Emails show that the Spokane Tribe requested both totems on the island be removed before Aug. 27, 2016, the date of a ceremony during the Gathering at the Falls Powwow and ahead of the island renaming and dedication.

In 2017, the island was officially renamed snxw meneɂ, (sin-HOO-men-huh), a Salish word that means “salmon people.”

Removal

Asked recently about how the decision to move the taller totem pole came to be, neither Dickson nor Berry Ellison, program manager and landscape architect for Riverfront Park, knew who made the final decision to have the totem removed, when the decision was made, or that the Inland Northwest Wildlife Council did not take final possession of the totem pole.

Normally, the Spokane Board Joint Arts Committee, which is comprised of representatives from Spokane Arts and the parks board, would make the decision to remove a piece of public art owned by the parks department from the public arts catalog, said Melissa Huggins, executive director of Spokane Arts.

However, the totem is not considered public art by the parks department, because city officials say it predates Spokane Arts. As a result, it did not require a vote from the park board to be removed, according to emails between city officials provided by Dickson.

But the totem was donated to the city in 1977, a year after the Spokane Arts was founded.

Huggins said, though, that a process for adding public art to the city’s arts catalog may not have been in place yet. And the piece was never classified as art, a cultural artifact or a monument, she said.

Karen Mobley, former long-time executive director of Spokane Arts, was not surprised that many historic artifacts are not part of the city art catalog.

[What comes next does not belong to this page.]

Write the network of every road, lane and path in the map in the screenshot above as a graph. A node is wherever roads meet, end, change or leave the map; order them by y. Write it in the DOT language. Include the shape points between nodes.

“They didn’t retroactively go back to the founding of the city and accession every decorative or cultural or art project that was placed on public property,” Mobley said.

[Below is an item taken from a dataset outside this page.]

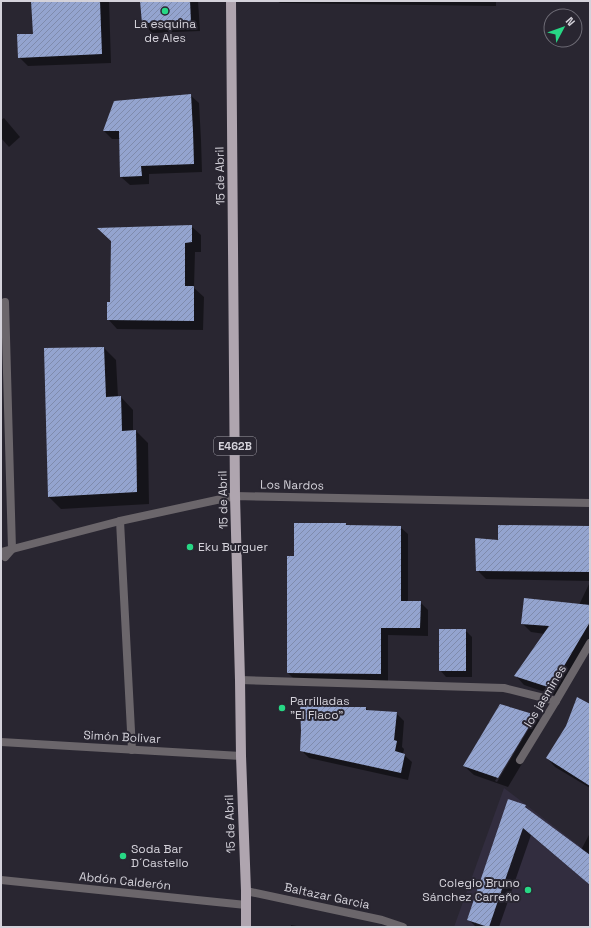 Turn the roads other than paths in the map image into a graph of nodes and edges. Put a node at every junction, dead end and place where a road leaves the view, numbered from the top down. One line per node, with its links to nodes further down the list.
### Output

Mobley said Spokane Arts’ responsibilities are many and could have left gaps in the process of dealing with what could potentially be considered public art.

“It’s not a thing that has been supported robustly with a deep set of curators and administrative staff,” Mobley said. “So, the fact that there were a few things that perhaps in the early years were not consistently done is not surprising to me.”

While no one at the city could specify who made the final decision to have the totem pole removed, a brief outline of the process described by Huggins shows Spokane Arts advised the parks department on the removal of the totem.

Spokane Arts supported honoring the Spokane Tribe’s request to remove the totem, as long as the donating organization was willing to take back the piece and as long as the piece was photographed for historical documentation, Huggins said in an email.

Carey has been a member of the wildlife council since the early 1970s and took it upon himself to coordinate with the city on the future of the totem.

The park had been discussing the removal of the totem pole for some time, Carey said, and he was worried about its future.

“I didn’t want it to turn into firewood,” Carey said.

He worked with the parks to potentially find another site for the totem, but the parks department never considered moving it somewhere else under their jurisdiction, Ellison said.

“I think the park board just didn’t want to relocate it,” Ellison said. “We have been wrecking a lot of things out of Riverfront over the four years of redevelopment here.”

At first, it was thought that the totem would be installed at the Inland Northwest Wildlife Council’s office space, but Carey said logistics and monetary concerns with chipping away the concrete base got in the way.

Instead, the parks department cut the bottom 8 feet off the pole, leaving a stump encased in cement where the totem used to stand in the park. They took the totem to the parks storage yard, where city officials believed the wildlife council picked it up. But in actuality, it was Hull who retrieved the totem.

For Hull, the way the pole was removed was upsetting, he said. But he has vowed to preserve it, creating a new base for it and installing near the bridge that is the namesake of his Iron Bridge development.

“The meaning of these (the totem pole’s) symbols relates to all tribes,” Hull said. “And it’s something that has meaning to me.”